THE TASK -
In the data that follows, give the number of lines containing the word "highway". Offer no additional comment.

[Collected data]
################
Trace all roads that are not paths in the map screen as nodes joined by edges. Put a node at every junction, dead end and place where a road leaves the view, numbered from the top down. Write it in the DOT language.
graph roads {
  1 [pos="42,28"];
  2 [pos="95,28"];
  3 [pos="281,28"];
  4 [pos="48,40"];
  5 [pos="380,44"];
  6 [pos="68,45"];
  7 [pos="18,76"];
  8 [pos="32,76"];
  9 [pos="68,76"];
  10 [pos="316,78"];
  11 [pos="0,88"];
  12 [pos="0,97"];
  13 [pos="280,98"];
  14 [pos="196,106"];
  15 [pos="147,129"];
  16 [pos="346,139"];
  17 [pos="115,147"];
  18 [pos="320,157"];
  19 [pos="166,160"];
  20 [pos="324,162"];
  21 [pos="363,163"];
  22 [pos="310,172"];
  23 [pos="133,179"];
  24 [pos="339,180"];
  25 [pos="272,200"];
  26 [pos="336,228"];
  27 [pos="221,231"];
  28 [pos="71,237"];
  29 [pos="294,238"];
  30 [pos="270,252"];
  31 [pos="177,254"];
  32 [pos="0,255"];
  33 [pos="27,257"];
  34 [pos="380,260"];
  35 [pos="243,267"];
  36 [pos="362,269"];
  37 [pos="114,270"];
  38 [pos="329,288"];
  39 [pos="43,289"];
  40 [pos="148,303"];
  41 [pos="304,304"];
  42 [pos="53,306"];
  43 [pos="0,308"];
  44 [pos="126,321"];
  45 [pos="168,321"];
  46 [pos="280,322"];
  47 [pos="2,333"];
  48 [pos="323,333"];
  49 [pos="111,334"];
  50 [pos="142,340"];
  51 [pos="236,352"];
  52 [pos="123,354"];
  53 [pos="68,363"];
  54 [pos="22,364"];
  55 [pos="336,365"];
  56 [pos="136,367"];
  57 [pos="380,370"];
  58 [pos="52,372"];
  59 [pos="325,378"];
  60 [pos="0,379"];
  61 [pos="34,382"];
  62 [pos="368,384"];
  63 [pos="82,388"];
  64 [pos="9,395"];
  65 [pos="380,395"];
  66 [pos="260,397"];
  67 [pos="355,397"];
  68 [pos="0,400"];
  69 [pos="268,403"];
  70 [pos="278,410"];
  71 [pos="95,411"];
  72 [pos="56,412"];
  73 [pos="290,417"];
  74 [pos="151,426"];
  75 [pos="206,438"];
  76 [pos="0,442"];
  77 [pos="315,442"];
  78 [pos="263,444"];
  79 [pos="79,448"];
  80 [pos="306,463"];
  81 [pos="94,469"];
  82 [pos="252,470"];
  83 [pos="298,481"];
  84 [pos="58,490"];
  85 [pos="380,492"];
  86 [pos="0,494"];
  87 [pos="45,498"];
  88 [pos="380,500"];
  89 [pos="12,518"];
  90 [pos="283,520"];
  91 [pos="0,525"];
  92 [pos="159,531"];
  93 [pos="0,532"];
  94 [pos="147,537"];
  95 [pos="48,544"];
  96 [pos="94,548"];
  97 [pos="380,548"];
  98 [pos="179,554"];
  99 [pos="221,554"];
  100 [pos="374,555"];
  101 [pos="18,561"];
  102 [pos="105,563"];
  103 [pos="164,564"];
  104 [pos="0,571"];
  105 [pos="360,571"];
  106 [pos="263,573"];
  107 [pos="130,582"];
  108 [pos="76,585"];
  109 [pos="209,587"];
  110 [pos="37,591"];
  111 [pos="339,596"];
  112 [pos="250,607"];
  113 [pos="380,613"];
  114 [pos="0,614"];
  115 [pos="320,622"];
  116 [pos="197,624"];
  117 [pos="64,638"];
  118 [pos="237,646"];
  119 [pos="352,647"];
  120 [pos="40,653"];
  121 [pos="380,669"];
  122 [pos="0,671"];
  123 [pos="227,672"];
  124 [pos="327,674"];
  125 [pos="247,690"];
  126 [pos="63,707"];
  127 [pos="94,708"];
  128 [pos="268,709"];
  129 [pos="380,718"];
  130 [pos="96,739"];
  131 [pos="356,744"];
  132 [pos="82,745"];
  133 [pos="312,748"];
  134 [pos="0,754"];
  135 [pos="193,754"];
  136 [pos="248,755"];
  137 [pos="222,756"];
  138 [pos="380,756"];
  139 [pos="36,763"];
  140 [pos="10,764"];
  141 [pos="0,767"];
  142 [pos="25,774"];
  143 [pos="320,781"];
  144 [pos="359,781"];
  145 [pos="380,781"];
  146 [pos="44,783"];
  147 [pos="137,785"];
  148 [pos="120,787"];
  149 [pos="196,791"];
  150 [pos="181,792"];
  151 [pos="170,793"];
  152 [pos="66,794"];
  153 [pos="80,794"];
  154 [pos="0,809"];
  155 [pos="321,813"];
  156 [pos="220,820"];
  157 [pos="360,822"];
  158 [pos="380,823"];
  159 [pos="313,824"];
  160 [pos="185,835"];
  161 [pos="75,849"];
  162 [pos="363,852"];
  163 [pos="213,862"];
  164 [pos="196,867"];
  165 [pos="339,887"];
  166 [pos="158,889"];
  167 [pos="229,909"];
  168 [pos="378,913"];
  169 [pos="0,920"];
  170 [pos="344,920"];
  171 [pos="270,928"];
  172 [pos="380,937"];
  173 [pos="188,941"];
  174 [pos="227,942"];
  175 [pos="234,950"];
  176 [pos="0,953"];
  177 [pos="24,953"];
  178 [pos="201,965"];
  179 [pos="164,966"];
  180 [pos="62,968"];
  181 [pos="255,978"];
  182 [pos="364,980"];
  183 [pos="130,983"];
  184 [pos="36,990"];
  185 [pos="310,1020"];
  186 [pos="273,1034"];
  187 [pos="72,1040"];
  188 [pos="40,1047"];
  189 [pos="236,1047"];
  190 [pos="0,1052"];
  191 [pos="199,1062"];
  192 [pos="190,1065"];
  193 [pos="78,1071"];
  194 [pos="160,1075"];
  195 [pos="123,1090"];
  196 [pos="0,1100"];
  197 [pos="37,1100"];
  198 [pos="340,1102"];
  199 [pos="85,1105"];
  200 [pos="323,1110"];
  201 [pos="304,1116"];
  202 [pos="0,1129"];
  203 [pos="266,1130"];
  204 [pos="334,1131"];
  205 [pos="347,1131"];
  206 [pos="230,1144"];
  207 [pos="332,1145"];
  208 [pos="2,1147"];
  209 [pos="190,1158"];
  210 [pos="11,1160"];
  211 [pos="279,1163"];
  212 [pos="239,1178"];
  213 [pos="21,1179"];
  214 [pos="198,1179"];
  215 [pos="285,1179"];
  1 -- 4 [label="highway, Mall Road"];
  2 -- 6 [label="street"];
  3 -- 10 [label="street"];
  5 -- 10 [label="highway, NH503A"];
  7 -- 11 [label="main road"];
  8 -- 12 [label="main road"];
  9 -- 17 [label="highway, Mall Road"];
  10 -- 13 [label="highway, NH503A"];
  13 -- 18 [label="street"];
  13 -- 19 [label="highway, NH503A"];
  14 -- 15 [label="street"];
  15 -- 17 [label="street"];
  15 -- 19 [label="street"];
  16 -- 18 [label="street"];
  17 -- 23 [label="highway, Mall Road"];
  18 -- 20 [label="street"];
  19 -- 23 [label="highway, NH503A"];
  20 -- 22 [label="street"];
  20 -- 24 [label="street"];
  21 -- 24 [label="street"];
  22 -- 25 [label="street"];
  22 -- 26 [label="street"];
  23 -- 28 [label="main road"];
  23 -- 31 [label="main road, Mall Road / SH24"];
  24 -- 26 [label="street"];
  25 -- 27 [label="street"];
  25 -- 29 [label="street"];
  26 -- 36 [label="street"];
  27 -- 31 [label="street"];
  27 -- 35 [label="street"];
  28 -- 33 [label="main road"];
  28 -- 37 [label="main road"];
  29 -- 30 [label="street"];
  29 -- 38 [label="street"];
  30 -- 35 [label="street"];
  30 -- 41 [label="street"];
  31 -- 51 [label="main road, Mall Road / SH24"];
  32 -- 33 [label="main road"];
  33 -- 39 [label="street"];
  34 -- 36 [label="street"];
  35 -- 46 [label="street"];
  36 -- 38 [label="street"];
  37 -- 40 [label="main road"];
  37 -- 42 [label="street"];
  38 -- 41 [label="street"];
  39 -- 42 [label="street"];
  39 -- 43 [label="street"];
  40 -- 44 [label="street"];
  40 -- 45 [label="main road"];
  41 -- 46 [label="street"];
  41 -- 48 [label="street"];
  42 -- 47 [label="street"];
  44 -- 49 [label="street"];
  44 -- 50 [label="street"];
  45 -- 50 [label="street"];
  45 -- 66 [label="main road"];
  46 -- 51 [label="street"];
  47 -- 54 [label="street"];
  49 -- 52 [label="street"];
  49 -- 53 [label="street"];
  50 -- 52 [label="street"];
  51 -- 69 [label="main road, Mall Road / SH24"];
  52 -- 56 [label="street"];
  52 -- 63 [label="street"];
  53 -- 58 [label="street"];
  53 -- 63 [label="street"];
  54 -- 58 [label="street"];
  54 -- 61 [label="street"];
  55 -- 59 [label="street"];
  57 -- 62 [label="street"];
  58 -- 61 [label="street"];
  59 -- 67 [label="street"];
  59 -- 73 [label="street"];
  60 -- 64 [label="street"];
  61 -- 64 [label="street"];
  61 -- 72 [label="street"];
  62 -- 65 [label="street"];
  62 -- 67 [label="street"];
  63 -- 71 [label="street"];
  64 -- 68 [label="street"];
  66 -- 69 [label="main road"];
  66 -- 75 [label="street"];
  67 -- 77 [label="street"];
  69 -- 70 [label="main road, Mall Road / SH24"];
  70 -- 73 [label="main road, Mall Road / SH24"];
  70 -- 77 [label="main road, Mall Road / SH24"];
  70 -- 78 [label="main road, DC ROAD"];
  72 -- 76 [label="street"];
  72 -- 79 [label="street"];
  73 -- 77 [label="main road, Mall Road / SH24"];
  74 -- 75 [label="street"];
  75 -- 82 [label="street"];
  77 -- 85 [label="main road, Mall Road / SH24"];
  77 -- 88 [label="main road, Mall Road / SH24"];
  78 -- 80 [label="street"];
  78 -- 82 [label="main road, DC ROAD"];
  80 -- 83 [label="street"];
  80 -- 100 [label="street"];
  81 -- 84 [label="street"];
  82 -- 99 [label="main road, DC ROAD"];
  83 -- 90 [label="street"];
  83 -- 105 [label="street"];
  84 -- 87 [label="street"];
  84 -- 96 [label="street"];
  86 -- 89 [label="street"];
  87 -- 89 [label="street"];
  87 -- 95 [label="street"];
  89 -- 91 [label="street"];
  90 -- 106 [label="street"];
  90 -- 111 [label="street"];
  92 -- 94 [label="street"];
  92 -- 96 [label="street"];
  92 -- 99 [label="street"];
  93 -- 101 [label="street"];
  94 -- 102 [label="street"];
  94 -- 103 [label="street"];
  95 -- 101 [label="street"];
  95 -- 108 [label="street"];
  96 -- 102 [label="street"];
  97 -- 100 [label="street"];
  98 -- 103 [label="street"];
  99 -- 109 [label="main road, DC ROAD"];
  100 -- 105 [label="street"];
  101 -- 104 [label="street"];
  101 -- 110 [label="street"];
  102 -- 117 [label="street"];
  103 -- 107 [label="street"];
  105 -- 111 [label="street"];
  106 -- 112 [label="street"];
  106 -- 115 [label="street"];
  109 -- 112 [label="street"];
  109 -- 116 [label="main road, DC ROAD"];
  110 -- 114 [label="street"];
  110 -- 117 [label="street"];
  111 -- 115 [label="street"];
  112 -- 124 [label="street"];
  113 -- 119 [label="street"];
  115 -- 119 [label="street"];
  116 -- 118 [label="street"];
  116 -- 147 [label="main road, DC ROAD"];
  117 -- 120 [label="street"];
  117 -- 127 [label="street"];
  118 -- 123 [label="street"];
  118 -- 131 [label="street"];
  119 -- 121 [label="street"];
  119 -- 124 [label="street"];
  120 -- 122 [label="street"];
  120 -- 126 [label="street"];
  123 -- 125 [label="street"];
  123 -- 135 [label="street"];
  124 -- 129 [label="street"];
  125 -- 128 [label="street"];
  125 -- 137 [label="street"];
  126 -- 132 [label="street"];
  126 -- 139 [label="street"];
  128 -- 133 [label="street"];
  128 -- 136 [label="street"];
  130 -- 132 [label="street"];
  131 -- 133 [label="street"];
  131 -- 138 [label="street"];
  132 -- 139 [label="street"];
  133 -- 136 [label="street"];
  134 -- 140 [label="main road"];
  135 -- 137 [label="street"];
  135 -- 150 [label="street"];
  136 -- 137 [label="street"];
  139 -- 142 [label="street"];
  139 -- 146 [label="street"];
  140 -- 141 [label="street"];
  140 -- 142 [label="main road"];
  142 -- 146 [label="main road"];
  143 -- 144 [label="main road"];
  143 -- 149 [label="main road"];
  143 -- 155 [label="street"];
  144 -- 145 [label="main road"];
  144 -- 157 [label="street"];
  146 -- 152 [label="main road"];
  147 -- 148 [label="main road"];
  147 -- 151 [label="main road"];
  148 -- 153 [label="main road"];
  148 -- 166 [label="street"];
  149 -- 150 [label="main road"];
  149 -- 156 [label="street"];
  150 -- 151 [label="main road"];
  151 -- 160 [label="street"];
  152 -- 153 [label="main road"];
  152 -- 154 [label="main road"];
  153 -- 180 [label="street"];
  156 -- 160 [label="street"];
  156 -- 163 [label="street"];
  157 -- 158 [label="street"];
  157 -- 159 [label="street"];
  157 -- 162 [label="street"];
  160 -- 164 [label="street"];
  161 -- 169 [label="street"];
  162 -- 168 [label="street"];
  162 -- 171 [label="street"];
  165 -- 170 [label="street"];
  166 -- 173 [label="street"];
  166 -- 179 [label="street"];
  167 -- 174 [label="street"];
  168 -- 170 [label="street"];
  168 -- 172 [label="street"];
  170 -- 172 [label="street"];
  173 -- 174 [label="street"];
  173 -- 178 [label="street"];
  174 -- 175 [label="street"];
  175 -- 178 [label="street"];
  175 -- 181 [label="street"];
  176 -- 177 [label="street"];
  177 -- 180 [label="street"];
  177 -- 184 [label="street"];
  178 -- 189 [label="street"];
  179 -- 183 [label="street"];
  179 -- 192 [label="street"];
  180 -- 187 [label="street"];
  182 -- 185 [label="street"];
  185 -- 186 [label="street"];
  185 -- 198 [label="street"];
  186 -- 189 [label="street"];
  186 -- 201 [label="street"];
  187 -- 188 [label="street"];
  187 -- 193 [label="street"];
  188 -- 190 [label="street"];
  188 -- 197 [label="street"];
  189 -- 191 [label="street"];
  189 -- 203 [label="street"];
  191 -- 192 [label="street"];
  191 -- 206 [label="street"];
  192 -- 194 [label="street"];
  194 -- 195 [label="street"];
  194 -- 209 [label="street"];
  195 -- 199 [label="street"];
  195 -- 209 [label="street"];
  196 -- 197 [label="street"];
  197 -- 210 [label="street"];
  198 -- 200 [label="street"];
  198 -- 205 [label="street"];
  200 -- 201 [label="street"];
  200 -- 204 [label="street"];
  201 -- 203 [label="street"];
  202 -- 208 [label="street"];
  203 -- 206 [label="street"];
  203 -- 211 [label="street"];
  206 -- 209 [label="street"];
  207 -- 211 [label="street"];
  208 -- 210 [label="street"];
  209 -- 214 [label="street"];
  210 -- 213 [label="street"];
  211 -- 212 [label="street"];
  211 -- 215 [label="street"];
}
################
WRITTEN ANSWER -
7